Franck Leroy, président de la Région Grand Est et président de l’Assemblée des régions européennes viticoles (AREV)
« C’est un projet ambitieux qui vise à refuser la fatalité d’un déclin potentiel du matériel végétal, à refuser de se résigner face aux maladies et aux effets ravageurs du changement climatique qui nous accable. C’est un défi formidable qui, j’espère, inspirera d’autres vignobles en France mais aussi en Europe.

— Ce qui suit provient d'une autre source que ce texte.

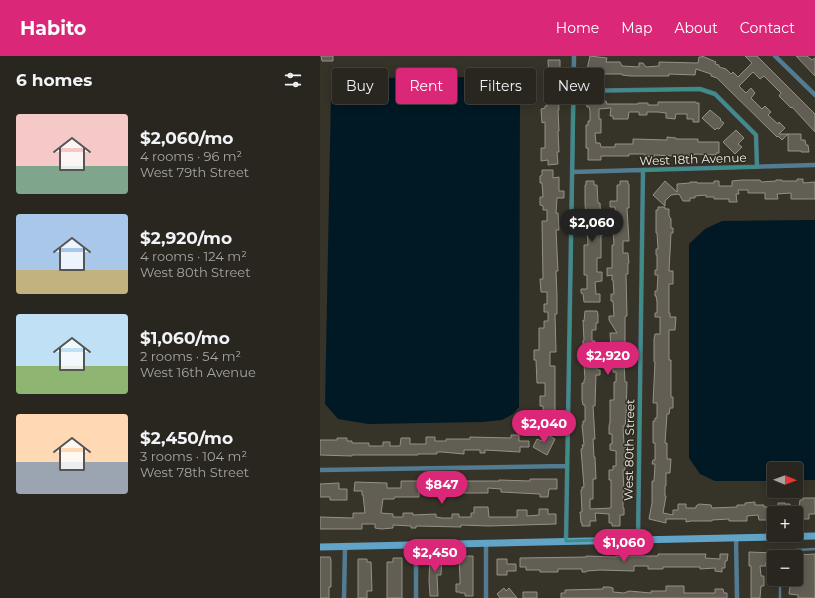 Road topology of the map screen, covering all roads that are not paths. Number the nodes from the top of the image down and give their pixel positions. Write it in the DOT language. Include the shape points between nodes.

Qanopée crée un pont entre les pratiques d’hier, un savoir-faire unique et les exigences du monde d’aujourd’hui qui impliquent de tout remettre en question pour faire face à un défi qui nous dépasse. C’est l’avenir de nos vignobles qui se joue dans un équipement comme celui-ci.
C’est une belle aventure, elle restera gravée dans ma mémoire jusqu’à mon dernier jour. On s’est battu comme des chiens, on a contourné un tas d’obstacles, il a fallu être inventif sur le plan technique, scientifique et en recherche de financement. C’est un grand jour pour nos vignobles ».
Christian Morel, vice-président de la Région Bourgogne-Franche-Comté
« Ce projet repose sur la science et le savoir à une époque où quelques voix tentent de les dégager… Il est bon de rappeler que c’est par la science, le savoir, par la réflexion des hommes que l’on avance et Qanopée va nous le prouver ».
Bernard Enjolras, président de l’IFV
« On s’inscrit dans la création de vignes, dans la sélection variétale, nous avons des défis importants à relever avec de moins en moins de produits phytosanitaires et le changement climatique. Qanopée va devenir un centre de recherche important dans le paysage national tant sur les variétés que sur les porte-greffes.
Nous traversons une crise profonde, ce partenariat est plein d’espoir, il doit rassurer les vignerons, les inviter à se projeter sur des projets d’avenir. À travers Qanopée, on va bâtir la viticulture du futur, s’inscrire dans une dynamique française. Nous sommes un leader, ce patrimoine viticole national, il faut le garder, le développer et le faire connaître dans le monde entier ».